BEGIN
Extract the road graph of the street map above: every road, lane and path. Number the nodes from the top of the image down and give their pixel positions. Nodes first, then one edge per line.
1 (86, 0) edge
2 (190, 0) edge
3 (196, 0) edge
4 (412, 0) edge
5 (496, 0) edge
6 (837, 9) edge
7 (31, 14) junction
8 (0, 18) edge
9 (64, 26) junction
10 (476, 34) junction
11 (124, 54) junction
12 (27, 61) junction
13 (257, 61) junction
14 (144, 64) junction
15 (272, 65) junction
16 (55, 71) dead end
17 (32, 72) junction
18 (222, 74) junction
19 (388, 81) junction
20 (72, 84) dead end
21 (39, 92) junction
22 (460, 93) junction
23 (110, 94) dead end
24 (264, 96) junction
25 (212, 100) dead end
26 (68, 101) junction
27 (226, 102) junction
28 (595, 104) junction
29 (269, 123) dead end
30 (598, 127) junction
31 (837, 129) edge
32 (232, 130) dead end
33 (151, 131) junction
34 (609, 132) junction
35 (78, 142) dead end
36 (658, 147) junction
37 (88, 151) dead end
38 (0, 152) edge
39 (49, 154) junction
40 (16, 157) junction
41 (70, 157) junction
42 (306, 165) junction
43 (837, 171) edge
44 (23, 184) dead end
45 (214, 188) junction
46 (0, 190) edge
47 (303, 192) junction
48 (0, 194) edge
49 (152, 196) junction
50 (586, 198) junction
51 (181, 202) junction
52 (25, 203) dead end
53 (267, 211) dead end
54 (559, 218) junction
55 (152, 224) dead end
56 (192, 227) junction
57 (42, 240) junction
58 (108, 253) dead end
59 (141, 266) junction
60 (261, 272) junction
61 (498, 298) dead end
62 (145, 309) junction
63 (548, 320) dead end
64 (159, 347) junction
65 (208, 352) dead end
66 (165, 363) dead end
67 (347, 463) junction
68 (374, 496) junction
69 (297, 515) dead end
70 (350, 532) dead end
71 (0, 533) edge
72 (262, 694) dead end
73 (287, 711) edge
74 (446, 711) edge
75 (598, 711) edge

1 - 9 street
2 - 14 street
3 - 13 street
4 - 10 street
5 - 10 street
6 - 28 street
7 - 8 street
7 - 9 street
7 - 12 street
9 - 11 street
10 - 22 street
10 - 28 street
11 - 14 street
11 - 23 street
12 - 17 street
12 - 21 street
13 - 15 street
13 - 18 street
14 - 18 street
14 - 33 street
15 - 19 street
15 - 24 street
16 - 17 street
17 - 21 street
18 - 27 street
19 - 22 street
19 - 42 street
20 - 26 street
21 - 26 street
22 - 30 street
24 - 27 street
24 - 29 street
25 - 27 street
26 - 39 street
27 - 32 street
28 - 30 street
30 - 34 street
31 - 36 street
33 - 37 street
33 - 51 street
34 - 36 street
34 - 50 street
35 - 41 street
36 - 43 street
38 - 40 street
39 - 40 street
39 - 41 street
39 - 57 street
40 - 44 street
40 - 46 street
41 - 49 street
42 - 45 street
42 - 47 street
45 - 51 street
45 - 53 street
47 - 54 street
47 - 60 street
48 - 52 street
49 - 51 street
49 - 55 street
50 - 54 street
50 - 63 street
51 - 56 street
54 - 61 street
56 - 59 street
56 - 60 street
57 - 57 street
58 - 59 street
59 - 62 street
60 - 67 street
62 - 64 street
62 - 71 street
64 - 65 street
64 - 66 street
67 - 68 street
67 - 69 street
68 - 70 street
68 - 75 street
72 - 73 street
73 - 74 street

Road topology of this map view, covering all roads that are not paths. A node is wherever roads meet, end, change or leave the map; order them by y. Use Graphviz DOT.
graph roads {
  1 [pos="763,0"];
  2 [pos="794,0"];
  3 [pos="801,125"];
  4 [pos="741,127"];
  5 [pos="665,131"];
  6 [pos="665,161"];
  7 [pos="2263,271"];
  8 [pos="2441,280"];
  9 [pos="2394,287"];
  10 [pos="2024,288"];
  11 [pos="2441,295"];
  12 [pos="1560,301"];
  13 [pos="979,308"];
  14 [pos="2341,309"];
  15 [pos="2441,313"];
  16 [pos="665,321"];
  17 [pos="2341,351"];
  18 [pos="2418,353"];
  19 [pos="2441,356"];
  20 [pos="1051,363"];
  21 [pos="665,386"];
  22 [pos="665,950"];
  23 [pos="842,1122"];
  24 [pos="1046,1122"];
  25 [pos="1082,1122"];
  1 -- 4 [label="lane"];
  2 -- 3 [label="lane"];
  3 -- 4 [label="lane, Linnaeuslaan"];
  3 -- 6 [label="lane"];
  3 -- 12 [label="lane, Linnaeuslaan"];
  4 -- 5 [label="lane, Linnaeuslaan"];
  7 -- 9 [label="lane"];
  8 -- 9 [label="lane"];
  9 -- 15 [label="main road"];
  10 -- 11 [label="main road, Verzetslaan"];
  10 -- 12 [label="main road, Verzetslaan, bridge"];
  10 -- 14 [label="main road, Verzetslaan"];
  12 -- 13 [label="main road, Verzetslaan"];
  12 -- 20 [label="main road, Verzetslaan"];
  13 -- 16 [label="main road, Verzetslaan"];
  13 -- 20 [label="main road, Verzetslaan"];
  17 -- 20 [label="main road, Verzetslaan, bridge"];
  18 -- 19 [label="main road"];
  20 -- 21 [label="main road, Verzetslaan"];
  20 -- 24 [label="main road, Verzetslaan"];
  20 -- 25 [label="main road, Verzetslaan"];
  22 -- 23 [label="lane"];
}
END
_Problem requirements_
Scan the listing above. Collect all lines with the word "lane".

_Solution to this problem_
Extract the road graph of the street map above: every road, lane and path. Number the nodes from the top of the image down and give their pixel positions. Nodes first, then one edge per line.
  1 -- 4 [label="lane"];
  2 -- 3 [label="lane"];
  3 -- 4 [label="lane, Linnaeuslaan"];
  3 -- 6 [label="lane"];
  3 -- 12 [label="lane, Linnaeuslaan"];
  4 -- 5 [label="lane, Linnaeuslaan"];
  7 -- 9 [label="lane"];
  8 -- 9 [label="lane"];
  22 -- 23 [label="lane"];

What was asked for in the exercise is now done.